Source data
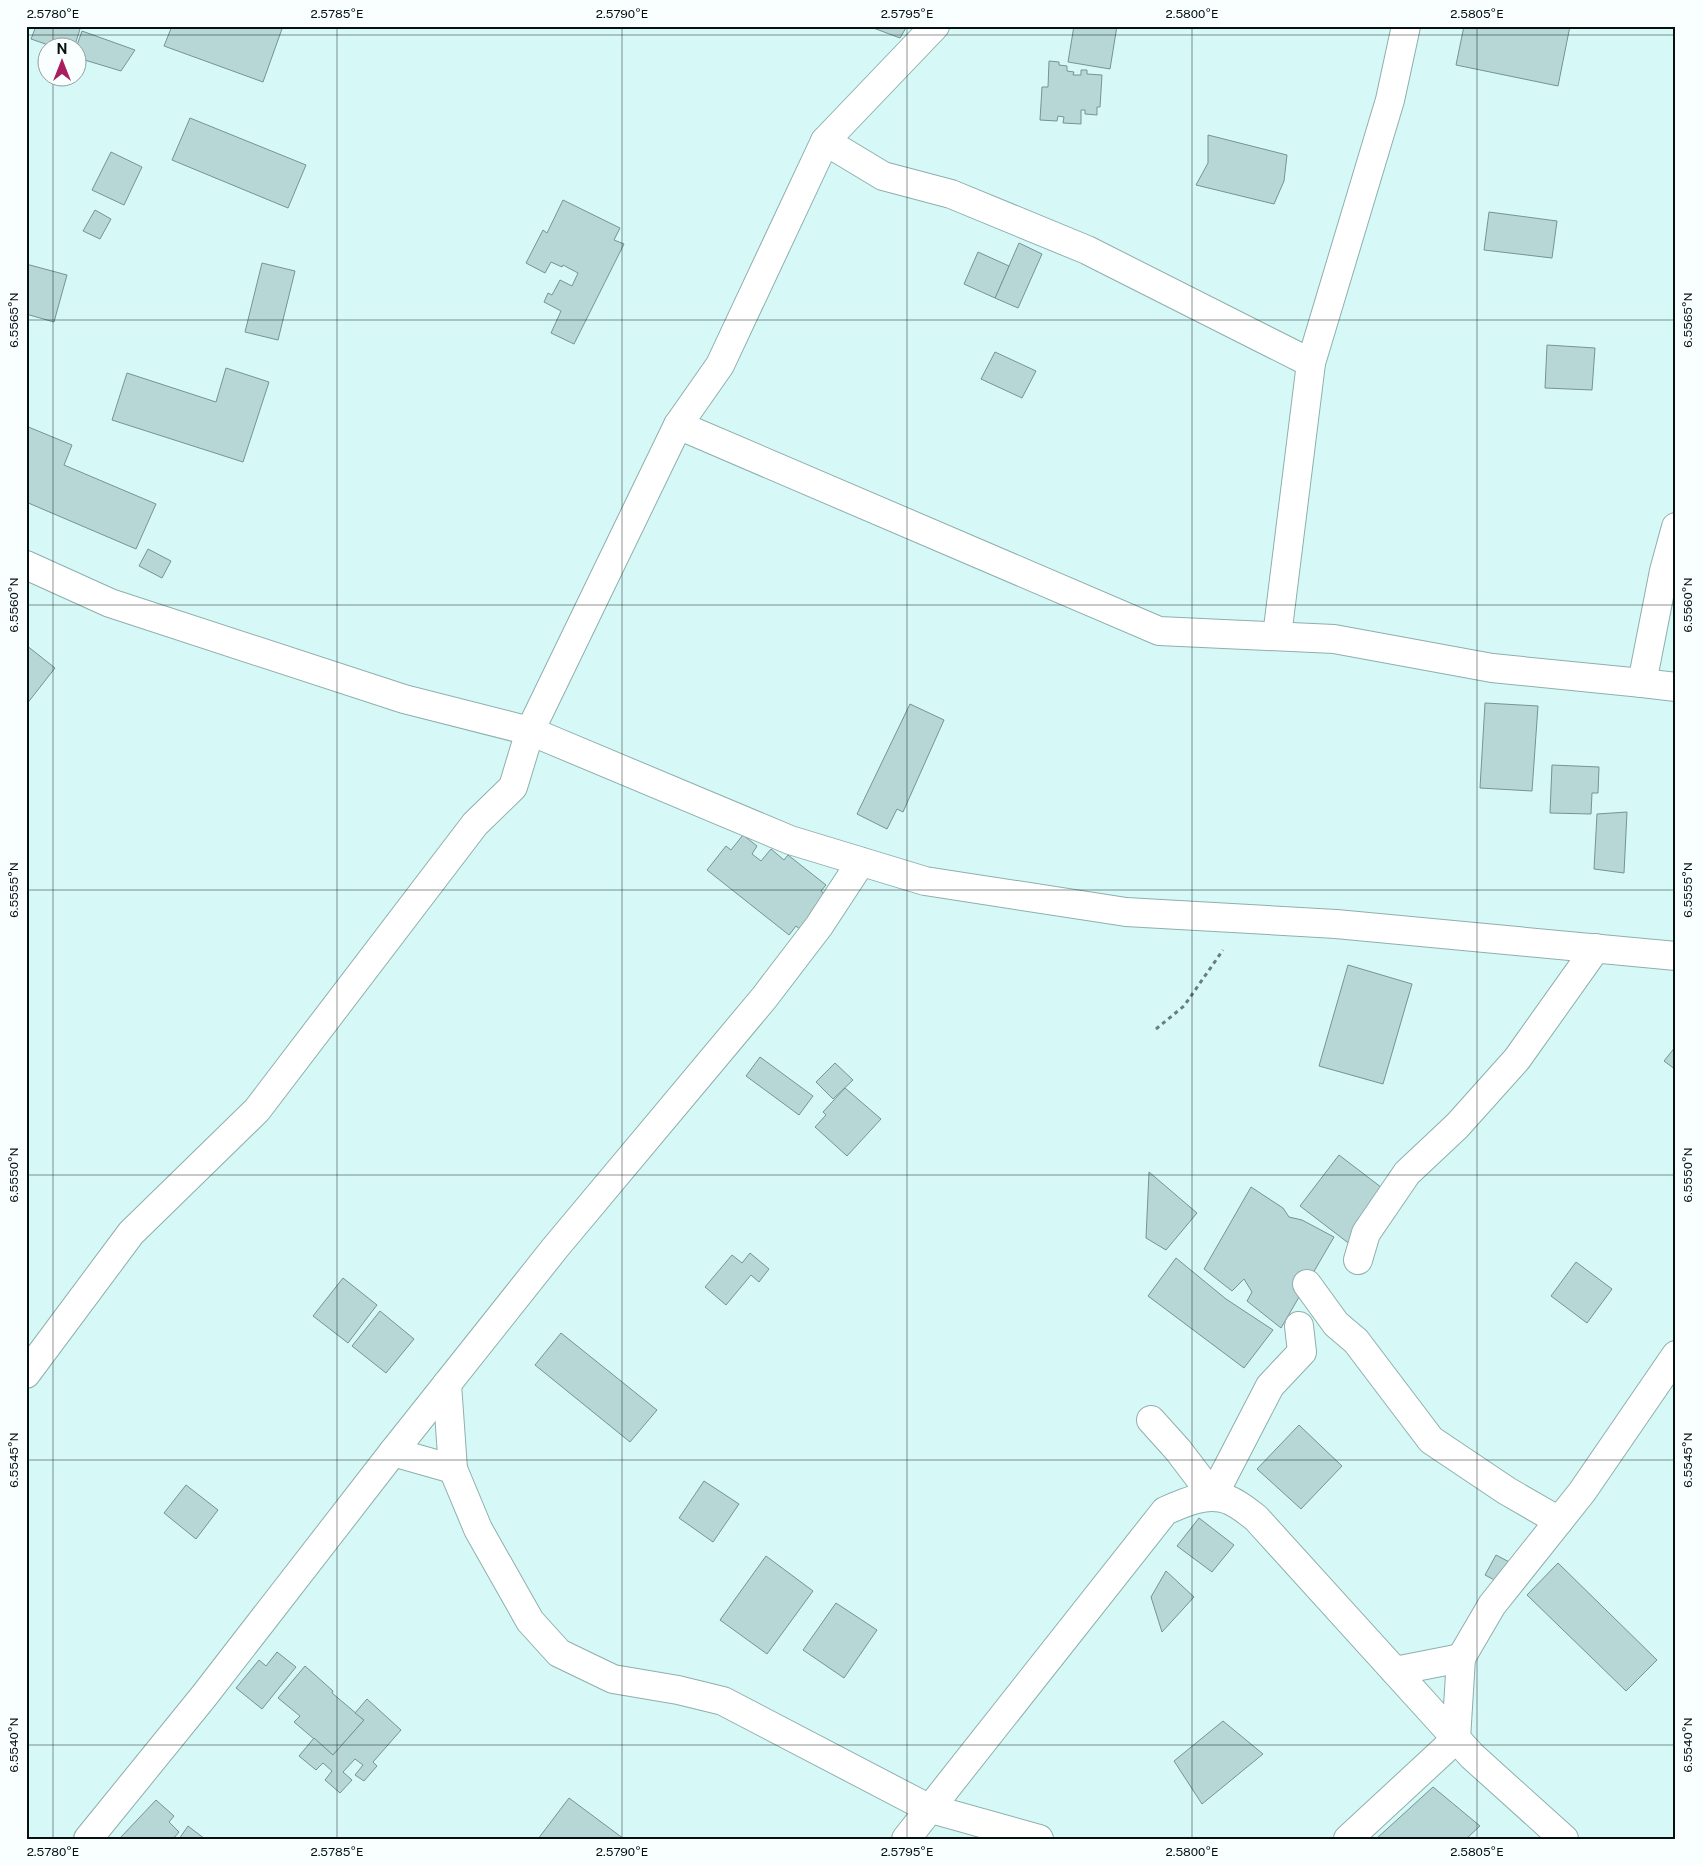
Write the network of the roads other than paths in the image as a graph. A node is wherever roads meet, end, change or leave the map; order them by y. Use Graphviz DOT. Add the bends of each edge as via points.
graph roads {
  1 [pos="935,26"];
  2 [pos="1406,26"];
  3 [pos="825,142"];
  4 [pos="1311,362"];
  5 [pos="678,425"];
  6 [pos="1676,527"];
  7 [pos="26,564"];
  8 [pos="1277,636"];
  9 [pos="1642,683"];
  10 [pos="1676,687"];
  11 [pos="530,731"];
  12 [pos="861,862"];
  13 [pos="1596,948"];
  14 [pos="1676,956"];
  15 [pos="1358,1260"];
  16 [pos="1307,1284"];
  17 [pos="1299,1326"];
  18 [pos="1676,1355"];
  19 [pos="26,1374"];
  20 [pos="447,1384"];
  21 [pos="1151,1420"];
  22 [pos="393,1452"];
  23 [pos="453,1469"];
  24 [pos="1213,1496"];
  25 [pos="1559,1521"];
  26 [pos="1461,1658"];
  27 [pos="1395,1671"];
  28 [pos="1456,1739"];
  29 [pos="944,1820"];
  30 [pos="88,1839"];
  31 [pos="906,1839"];
  32 [pos="1039,1839"];
  33 [pos="1348,1839"];
  34 [pos="1564,1839"];
  1 -- 3 [label="street"];
  2 -- 4 [label="street" via="1390,100"];
  3 -- 4 [label="street" via="883,176 951,194 1088,250"];
  3 -- 5 [label="street" via="720,365"];
  4 -- 8 [label="street"];
  5 -- 8 [label="street" via="1159,631"];
  5 -- 11 [label="street"];
  6 -- 9 [label="street" via="1664,570"];
  7 -- 11 [label="street" via="110,603 404,699"];
  8 -- 9 [label="street" via="1334,639 1492,668"];
  9 -- 10 [label="street"];
  11 -- 12 [label="street" via="790,840"];
  11 -- 19 [label="street" via="513,786 475,824 256,1110 131,1233"];
  12 -- 13 [label="street" via="925,881 1126,912 1336,924"];
  12 -- 20 [label="street" via="819,926 764,998 555,1248"];
  13 -- 14 [label="street"];
  13 -- 15 [label="street" via="1517,1060 1457,1126 1407,1173 1366,1233"];
  16 -- 25 [label="street" via="1336,1324 1356,1341 1430,1440"];
  17 -- 24 [label="street" via="1302,1352 1270,1386"];
  18 -- 25 [label="street"];
  20 -- 22 [label="street"];
  20 -- 23 [label="street"];
  21 -- 24 [label="street"];
  22 -- 23 [label="street"];
  22 -- 30 [label="street" via="204,1696"];
  23 -- 29 [label="street" via="478,1529 530,1621 559,1653 613,1679 723,1700"];
  24 -- 27 [label="street" via="1231,1500 1256,1518"];
  24 -- 29 [label="street" via="1185,1502 1165,1511"];
  25 -- 26 [label="street" via="1492,1605"];
  26 -- 27 [label="street"];
  26 -- 28 [label="street"];
  27 -- 28 [label="street"];
  28 -- 33 [label="street"];
  28 -- 34 [label="street"];
  29 -- 31 [label="street"];
  29 -- 32 [label="street"];
}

● WHAT IS BEING ASKED: Identify every line above that includes the word "graph", and show those lines.

● TASK RESULT:
Write the network of the roads other than paths in the image as a graph. A node is wherever roads meet, end, change or leave the map; order them by y. Use Graphviz DOT. Add the bends of each edge as via points.
graph roads {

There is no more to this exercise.